To manage the disease, we employ a strategy termed random mitigation, involving the random removal of connections until no node retains a degree exceeding six. The outcomes are promising, as the infection rate diminishes, the peak of infections lowers, and a smaller proportion of the population becomes infected (as demonstrated in Fig. 6).

3.3 Global mitigation

Presently, we are introducing an additional method of mitigation. Initially, we require individuals who are infected to remain in areas outside of central hubs. Subsequently, we implement a random removal of connections, aiming to limit the degree of each node to six or lower. This approach exerts a significant level of control over the spread of the disease. As a result of these measures, the infection rate reaches its minimum point, and the disease’s impact is greatly diminished. It is noteworthy that the disease scarcely affects even fifty percent of the total population, as illustrated in Fig. 7. This underscores the effectiveness of this technique as a means to manage various infectious diseases, particularly the coronavirus.

Fig. 7
figure 7

Results of the simulations of the SIR model with two mitigations: First, all the 4 infected persons lie outside the hubs, and secondly, the interactions are reduced so that the degree of a node does not exceed 6

4 Conclusion

This paper delves into our simulation of the SIR model on the Barab’asi-Albert network, with the primary aim of analyzing the COVID-19 dynamics in Pakistan under various mitigation strategies. Our focus extended to three distinct approaches: random, hub-based, and global mitigations. Each of these strategies exhibited notable shifts in infection and recovery rates. Particularly striking was the rapid spread of infection upon its entry into hubs.

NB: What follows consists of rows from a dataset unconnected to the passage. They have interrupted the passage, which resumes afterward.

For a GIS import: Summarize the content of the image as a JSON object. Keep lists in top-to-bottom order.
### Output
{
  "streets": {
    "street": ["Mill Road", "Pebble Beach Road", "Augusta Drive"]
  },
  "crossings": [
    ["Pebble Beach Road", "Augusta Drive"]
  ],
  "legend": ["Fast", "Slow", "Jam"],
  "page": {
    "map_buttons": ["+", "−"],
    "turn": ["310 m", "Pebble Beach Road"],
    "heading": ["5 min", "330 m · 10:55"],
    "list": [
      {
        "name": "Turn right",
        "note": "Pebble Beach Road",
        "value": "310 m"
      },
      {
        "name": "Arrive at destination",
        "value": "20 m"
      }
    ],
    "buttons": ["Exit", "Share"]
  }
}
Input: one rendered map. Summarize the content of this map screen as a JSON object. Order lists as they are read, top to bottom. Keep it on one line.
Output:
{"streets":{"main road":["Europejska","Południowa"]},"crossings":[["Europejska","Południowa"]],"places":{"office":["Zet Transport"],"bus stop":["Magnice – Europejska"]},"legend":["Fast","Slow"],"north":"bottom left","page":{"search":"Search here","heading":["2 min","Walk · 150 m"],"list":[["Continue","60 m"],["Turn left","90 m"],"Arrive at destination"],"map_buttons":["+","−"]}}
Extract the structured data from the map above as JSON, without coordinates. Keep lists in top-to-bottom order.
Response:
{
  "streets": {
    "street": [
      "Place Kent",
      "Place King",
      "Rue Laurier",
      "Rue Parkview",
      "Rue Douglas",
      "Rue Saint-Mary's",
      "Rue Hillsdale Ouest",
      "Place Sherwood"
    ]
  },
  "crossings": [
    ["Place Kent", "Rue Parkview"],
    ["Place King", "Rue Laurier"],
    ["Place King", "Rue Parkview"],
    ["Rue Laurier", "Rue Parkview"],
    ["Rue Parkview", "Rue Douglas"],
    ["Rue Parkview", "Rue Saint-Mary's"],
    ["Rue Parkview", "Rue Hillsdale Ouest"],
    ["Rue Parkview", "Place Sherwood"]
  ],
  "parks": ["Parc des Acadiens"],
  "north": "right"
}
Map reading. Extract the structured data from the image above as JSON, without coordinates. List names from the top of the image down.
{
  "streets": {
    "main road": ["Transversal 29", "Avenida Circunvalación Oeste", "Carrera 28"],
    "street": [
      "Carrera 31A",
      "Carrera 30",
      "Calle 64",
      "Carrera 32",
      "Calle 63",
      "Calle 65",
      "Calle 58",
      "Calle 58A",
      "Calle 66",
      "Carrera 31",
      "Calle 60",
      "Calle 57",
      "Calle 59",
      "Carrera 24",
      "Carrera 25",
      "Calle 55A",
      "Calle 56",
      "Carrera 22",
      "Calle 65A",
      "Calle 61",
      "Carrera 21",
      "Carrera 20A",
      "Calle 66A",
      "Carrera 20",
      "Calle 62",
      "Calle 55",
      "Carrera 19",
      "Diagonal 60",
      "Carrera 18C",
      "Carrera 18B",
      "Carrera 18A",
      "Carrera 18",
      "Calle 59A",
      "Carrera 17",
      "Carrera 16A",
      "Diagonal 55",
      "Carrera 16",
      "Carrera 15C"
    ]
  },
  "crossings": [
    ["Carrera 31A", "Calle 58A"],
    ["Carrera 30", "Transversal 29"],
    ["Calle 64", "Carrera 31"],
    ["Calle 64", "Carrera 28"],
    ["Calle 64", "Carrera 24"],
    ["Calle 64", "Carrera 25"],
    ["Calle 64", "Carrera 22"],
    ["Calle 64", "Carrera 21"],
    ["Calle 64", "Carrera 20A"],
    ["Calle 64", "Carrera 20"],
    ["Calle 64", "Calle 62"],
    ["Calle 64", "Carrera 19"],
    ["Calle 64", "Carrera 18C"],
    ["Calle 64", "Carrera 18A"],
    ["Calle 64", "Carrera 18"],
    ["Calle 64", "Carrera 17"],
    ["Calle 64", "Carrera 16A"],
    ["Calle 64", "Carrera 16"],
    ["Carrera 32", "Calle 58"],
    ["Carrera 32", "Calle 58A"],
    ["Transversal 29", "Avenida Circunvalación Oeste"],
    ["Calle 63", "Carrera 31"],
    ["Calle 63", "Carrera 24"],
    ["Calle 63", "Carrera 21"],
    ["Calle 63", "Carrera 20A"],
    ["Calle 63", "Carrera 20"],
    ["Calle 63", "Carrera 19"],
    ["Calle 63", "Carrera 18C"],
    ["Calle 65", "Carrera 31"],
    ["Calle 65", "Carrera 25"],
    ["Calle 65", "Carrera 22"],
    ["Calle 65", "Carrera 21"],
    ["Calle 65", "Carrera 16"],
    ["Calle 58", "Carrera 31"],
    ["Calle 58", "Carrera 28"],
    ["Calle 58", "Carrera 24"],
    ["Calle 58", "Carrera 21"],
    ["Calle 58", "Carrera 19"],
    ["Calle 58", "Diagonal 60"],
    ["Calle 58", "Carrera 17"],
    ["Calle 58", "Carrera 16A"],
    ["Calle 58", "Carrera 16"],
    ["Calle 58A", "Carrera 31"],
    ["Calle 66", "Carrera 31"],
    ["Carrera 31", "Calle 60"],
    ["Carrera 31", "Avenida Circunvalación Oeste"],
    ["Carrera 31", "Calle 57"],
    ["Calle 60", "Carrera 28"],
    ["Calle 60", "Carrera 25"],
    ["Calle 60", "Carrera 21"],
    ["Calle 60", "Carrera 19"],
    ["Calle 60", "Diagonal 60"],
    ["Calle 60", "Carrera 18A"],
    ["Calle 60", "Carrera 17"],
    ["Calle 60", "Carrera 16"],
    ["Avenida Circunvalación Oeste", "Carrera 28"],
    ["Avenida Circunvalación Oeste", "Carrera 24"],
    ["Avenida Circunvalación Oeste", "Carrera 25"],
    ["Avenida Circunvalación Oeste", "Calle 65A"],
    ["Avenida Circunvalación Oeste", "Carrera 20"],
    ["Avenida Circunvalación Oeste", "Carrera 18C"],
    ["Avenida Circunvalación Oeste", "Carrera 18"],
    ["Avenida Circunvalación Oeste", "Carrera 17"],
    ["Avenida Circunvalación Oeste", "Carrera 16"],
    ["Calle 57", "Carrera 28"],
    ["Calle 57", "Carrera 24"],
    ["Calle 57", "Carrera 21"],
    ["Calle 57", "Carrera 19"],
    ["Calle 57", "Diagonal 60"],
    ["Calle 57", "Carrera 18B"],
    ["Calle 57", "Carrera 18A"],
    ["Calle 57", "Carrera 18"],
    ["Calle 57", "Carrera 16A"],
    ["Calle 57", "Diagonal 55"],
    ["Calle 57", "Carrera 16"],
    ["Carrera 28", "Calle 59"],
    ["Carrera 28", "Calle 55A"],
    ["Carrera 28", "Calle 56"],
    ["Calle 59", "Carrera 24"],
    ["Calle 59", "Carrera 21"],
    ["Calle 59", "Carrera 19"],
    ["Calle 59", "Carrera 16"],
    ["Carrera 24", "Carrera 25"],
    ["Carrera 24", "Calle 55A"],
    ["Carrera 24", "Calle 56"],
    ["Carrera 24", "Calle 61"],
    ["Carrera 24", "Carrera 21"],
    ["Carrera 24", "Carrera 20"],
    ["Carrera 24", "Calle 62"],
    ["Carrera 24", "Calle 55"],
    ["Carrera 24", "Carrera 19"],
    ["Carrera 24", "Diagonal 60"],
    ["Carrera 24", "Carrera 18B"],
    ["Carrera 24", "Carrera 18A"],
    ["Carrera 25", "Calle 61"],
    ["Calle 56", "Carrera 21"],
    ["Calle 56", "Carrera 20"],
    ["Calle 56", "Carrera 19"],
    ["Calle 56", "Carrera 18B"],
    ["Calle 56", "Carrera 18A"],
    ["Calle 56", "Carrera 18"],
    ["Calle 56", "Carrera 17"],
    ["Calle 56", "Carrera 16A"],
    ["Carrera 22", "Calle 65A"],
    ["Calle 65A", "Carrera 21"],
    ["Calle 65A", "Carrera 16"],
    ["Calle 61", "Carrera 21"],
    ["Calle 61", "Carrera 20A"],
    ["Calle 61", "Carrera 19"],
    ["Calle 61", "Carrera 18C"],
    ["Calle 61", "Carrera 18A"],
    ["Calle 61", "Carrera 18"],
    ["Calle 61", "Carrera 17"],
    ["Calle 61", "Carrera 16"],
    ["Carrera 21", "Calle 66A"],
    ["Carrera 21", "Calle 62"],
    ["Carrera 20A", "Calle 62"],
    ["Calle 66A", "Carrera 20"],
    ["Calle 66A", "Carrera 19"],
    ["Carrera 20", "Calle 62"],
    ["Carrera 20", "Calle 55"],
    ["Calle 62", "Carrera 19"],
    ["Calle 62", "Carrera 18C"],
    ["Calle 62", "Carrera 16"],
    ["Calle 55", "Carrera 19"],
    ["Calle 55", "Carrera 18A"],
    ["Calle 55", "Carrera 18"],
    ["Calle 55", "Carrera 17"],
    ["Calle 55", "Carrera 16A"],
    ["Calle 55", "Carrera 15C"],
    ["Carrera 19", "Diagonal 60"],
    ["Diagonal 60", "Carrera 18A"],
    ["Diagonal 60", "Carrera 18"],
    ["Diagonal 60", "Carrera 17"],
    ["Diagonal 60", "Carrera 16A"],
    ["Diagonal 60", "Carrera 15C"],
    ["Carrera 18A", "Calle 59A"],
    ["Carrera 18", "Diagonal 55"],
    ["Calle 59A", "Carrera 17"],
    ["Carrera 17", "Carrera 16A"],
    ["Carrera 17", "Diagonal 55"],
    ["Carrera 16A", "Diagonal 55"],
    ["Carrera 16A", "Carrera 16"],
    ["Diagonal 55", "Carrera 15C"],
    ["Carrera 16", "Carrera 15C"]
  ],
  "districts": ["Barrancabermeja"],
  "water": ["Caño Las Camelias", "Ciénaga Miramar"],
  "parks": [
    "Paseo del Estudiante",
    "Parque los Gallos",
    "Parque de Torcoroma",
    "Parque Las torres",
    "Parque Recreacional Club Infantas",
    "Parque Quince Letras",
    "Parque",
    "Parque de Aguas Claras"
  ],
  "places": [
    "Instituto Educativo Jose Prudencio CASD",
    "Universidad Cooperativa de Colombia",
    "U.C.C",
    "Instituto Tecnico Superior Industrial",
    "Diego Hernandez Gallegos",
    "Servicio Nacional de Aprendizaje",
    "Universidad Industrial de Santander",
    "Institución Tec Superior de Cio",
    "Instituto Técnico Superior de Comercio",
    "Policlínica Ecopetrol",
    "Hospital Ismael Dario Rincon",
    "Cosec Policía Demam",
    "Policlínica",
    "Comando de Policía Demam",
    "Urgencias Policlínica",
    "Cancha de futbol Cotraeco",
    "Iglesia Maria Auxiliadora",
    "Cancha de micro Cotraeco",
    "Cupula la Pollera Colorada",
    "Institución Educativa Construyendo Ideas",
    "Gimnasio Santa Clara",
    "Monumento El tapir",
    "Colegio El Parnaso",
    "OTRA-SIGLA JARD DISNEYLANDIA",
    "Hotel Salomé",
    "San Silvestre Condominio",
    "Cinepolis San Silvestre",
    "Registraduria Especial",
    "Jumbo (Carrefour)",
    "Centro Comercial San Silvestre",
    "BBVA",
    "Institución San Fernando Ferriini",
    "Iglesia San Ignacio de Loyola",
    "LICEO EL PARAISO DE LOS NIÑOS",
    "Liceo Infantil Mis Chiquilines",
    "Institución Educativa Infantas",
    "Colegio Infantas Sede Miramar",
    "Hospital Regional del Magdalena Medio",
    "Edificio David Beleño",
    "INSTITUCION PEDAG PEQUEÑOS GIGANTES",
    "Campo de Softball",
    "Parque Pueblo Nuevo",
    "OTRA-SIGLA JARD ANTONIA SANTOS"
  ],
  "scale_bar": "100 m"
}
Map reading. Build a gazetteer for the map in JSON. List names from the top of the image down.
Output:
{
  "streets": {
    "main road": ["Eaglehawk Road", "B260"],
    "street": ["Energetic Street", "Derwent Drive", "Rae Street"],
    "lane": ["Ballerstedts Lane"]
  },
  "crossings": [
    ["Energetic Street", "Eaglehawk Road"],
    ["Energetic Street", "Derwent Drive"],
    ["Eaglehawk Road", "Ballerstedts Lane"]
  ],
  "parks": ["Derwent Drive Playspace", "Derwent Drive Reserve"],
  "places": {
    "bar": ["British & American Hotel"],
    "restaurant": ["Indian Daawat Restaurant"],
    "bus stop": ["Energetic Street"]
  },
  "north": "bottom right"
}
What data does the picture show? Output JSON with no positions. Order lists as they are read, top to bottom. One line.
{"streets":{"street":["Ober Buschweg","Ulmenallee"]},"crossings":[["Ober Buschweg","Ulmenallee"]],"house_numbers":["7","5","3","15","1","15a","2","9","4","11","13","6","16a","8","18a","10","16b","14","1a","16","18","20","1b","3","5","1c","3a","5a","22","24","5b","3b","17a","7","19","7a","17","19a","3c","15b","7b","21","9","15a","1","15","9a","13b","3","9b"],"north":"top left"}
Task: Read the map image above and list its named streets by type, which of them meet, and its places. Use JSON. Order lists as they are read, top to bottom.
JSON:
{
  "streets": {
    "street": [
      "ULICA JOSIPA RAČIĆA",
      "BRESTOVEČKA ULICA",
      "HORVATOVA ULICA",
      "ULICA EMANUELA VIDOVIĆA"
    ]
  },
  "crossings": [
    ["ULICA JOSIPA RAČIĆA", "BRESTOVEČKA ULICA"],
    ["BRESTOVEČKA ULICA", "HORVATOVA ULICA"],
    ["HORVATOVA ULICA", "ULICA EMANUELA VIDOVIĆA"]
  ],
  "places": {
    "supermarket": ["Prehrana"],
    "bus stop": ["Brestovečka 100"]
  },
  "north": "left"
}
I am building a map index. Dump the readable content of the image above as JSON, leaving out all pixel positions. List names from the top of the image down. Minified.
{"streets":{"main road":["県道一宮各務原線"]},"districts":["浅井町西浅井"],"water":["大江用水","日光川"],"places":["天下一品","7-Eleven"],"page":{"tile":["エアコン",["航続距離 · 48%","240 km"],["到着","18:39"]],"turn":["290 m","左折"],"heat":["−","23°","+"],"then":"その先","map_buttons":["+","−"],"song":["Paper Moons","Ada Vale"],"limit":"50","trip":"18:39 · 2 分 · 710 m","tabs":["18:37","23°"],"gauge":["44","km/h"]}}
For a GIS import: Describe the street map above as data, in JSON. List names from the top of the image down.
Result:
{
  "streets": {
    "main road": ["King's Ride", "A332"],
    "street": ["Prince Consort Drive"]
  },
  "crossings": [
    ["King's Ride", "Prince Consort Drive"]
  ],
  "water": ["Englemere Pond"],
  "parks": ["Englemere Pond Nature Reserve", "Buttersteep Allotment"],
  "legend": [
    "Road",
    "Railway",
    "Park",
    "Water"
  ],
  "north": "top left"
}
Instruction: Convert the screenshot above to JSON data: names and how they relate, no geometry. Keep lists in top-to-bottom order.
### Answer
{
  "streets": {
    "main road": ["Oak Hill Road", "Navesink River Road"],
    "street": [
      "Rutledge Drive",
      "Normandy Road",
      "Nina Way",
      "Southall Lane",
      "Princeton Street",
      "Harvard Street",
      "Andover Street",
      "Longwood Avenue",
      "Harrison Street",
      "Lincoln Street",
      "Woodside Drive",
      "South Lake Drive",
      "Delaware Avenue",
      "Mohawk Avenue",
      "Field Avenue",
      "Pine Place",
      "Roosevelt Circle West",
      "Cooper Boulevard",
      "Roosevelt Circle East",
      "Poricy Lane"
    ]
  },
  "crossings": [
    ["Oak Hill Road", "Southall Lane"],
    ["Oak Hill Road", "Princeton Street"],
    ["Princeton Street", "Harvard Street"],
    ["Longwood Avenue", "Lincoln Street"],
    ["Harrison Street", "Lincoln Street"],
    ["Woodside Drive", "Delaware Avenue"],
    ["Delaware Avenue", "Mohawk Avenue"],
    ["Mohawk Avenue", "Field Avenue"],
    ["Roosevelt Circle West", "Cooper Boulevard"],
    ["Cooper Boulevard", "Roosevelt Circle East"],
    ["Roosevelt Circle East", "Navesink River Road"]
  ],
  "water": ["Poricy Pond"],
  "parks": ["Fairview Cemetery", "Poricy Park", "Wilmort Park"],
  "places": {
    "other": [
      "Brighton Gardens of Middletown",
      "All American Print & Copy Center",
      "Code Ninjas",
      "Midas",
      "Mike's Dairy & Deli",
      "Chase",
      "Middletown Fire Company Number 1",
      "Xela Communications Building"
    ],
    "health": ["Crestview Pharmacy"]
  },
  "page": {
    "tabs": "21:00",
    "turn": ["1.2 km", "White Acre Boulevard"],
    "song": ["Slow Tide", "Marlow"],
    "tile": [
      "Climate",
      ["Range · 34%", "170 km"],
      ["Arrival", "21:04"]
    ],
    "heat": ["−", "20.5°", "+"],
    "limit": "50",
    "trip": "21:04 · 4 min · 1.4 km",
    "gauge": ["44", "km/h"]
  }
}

Our findings strongly advocate for a two-pronged approach to disease control: preventing the disease’s ingress into hubs while simultaneously minimizing interaction frequencies. This twofold strategy demonstrated the most effective means of disease management.

Furthermore, our study underscores the potential for enhanced efficacy in our conclusions by factoring in the influences of vaccination and age on the dynamics. Incorporating these elements could provide a more comprehensive understanding of COVID-19 dynamics and subsequently refine our mitigation recommendations.